Certain Results stand out from this analysis:

Petrol-fueled vehicles tend to be very popular in the east and the west of Germany. Analogue, the share of diesel-powered vehicles is concentrated to the north-west and south of Germany. 

Campers seem to be most prevalent in the Northern and Southern part of Germany. This coincides with popular German vacation spots near the north and baltic sea in the north, as well as popular vacation spots in the Alps for the south. Furthermore, people in the north might have a camper to travel to Denmark, and people in the south may use a camper to travel the countries in the south of Germany like Austria or Italy.

Two-wheelers also tend to be more common in rural areas the south of Germany. This greater denisity of motor vehicles in rural areas could be attributed to the fact that people in rural areas are more dependent on motor vehicles. This is casued by greater distances to work and the limited options of transportation to get to work.

# Step 4: Analysis

The following part will look at different combinations between age and vehicle distribution. This might hint at possible correlations, but is not sufficient to prove causal relationships.

In [None]:
# A. Plot two graphs of interest side by side
fig, axs = plt.subplots(1, 2, figsize=(10, 5))

# B. Plot ratio of younger people on the left
dataproject.ratio = "30 to under 40 years/Total"
dataproject.plot(True, ax=axs[0])
axs[0].set_title("Ratio of 30 to under 40 years to Total")

# C. Plot ratio of two-wheeled vehicles on the right
dataproject.ratio = "two-wheelers/vehicles"
dataproject.plot(True, ax=axs[1])
axs[1].set_title("Ratio of Two-wheelers to Vehicles")

# D. Adjust the layout and spacing between subplots
plt.tight_layout()

# E. Show the plots
plt.show()

In this example, we show that “younger” counties generally seem to own less two-wheeled vehicles, as their respective distribution patterns match each other. This is especially obvious in the big cities, which simultaneously have a comparatively young population and low concentration of two-wheeled vehicles. This relationship might come as a surprise in the global context, as cities are often associated with a great number of two-wheeled vehicles, such as scooters.
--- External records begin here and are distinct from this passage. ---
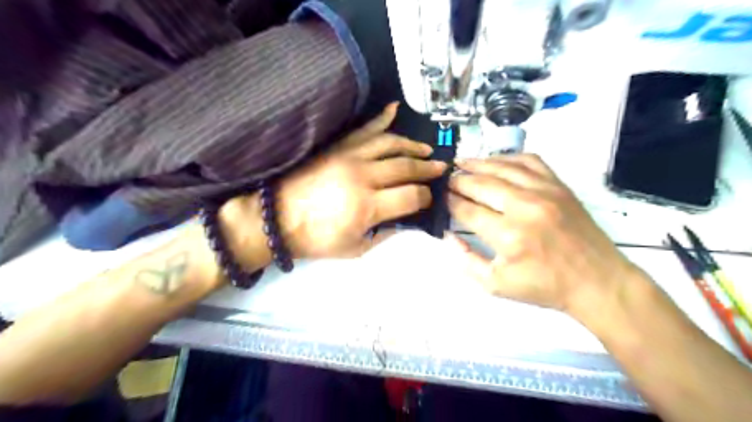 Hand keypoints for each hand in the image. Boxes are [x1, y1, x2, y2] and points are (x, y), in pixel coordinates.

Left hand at [230, 103, 444, 258]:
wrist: (277, 217)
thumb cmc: (316, 239)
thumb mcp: (355, 248)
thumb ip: (385, 233)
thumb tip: (405, 219)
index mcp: (368, 206)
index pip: (411, 195)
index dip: (426, 197)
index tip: (430, 197)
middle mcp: (363, 176)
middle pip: (406, 167)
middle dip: (427, 169)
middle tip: (440, 168)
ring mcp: (349, 156)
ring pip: (391, 143)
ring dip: (412, 145)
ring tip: (426, 150)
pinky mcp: (338, 146)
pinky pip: (364, 128)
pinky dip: (381, 117)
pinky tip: (394, 109)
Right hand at [446, 155, 638, 322]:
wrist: (596, 281)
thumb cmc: (543, 286)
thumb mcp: (496, 286)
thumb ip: (466, 260)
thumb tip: (448, 235)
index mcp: (508, 236)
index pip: (467, 210)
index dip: (450, 202)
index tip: (440, 197)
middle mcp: (524, 207)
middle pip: (481, 184)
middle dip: (458, 181)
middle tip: (446, 180)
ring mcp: (545, 192)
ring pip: (502, 167)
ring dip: (478, 163)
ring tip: (461, 162)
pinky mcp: (559, 186)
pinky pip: (530, 161)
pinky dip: (508, 157)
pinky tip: (496, 161) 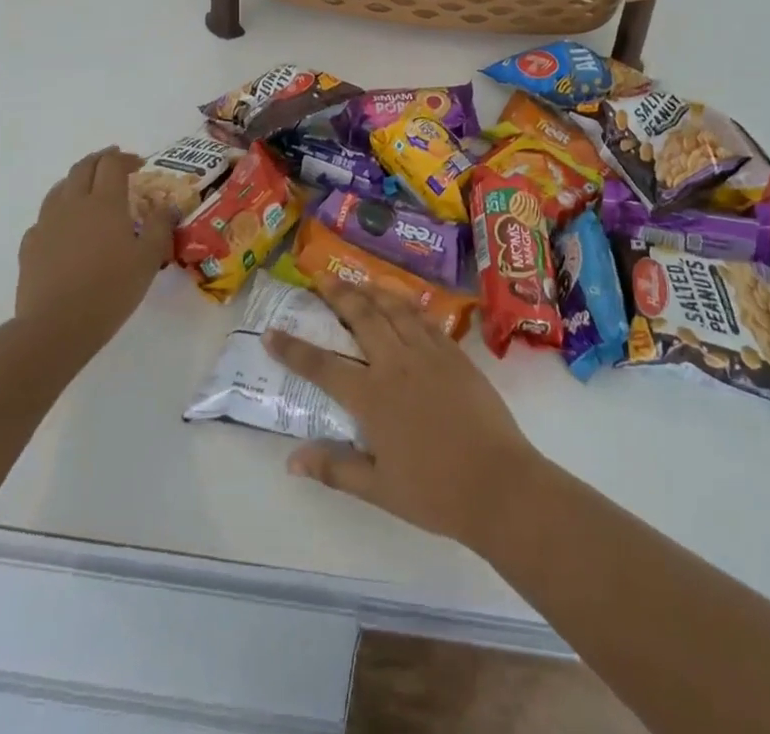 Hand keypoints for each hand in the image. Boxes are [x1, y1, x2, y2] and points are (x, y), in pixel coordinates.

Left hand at [16, 147, 171, 350]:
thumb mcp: (149, 259)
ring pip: (60, 187)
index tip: (139, 164)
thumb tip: (166, 205)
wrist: (56, 326)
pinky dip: (59, 211)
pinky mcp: (30, 244)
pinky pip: (45, 216)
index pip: (112, 164)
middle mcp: (73, 204)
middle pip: (83, 167)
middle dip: (100, 160)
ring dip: (77, 180)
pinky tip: (66, 227)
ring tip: (89, 189)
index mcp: (105, 203)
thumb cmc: (111, 289)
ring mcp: (47, 223)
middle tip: (115, 164)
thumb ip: (160, 227)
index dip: (126, 158)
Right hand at [263, 276, 541, 545]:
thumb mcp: (378, 489)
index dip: (294, 349)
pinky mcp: (455, 354)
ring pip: (396, 309)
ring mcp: (429, 354)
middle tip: (322, 277)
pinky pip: (426, 319)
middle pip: (363, 318)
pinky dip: (409, 305)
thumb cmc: (434, 492)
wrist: (497, 483)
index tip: (271, 332)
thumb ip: (335, 468)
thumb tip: (291, 459)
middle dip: (339, 295)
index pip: (323, 366)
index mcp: (373, 398)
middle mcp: (397, 364)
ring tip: (358, 279)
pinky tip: (403, 302)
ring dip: (374, 291)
There are several factors which might play a role in explaining this phenomenon. Firstly, bikes and other non-motorized vehicles are excluded from our data. We suspect that if non-motorized vehicles would have been included, the share of two-wheeled vehicles in the big cities would be much bigger. 
Secondly, public transportation is a good substitute in an urban environment for motorised vehicles. Consequently, young people don’t have the necessity to rely on two-wheeled vehicles for their mobility, which might explain the relatively low share relative to the rural population.
Furthermore, younger people are generally assumed to be more cautious about the environment and thus relying on environmentally friendly transportation opportunities. This behaviour rules out the extensive usage of two-wheeled vehicles. 


# Conclusion

In conclusion, in this project we imported, cleaned, merged and plotted data on age and motor vehicle distribution in Germany. This was based on data provided by the german federal statistics office. 

We found that older people are far more present in rural areas while younger people mostly live in cities and urban areas like Berlin and Hamburg. There is also a clear east-west divide in Germany with the east being significantly older. 
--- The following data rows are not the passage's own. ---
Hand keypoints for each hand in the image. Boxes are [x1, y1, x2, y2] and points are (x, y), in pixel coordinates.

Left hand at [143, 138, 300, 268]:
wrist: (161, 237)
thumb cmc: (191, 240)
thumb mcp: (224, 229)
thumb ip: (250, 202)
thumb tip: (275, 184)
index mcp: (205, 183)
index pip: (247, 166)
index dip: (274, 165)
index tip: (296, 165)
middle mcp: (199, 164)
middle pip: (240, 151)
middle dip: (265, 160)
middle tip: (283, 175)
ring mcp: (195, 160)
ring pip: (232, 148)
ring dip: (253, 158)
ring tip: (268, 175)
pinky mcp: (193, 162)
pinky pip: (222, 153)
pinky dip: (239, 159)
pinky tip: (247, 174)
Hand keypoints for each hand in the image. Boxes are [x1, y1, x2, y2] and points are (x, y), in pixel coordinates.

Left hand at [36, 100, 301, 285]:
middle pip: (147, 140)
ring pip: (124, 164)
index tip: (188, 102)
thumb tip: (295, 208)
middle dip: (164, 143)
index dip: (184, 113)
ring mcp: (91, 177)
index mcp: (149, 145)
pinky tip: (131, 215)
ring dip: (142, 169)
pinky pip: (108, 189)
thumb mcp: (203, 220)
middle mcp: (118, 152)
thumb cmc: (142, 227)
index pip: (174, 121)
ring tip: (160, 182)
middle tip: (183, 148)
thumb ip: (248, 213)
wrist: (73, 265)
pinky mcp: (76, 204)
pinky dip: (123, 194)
Moreover, trends in motor vehicle distribution are determined. For example, campers are most commonly found in either the north or the south of Germany which overlaps with popualar german holiday spots. Furthermore, petrol cars are more common in the east and west, while diesel cars tend to be located to the north and south.
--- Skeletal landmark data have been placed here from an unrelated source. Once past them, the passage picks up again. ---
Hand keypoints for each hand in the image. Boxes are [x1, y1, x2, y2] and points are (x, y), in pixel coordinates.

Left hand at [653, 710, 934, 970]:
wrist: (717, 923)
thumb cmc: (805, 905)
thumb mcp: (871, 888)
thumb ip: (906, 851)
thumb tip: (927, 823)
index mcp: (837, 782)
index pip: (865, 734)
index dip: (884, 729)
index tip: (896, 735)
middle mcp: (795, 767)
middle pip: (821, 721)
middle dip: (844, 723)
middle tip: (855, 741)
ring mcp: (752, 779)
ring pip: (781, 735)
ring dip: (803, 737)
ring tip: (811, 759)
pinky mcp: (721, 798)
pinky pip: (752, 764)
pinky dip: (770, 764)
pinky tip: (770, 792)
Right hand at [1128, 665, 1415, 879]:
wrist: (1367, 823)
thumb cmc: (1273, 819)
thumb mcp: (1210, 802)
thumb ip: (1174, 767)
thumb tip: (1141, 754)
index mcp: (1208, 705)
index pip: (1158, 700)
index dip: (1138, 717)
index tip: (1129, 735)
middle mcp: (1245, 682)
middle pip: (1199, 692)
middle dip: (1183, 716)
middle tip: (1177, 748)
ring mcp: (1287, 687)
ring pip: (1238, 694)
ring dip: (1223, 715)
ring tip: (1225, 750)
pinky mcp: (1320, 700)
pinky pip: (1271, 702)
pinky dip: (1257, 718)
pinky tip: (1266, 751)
We then delve deeper in the possible negative correlation between two wheeled vehicles and the age group of 30 to under 40. We also present possible reasons for this relationship. These include the wide availability of public transport. However, we acknoledge that these results might look very different if non-motorized two-wheeled vehicles, such as bikes, would have been included.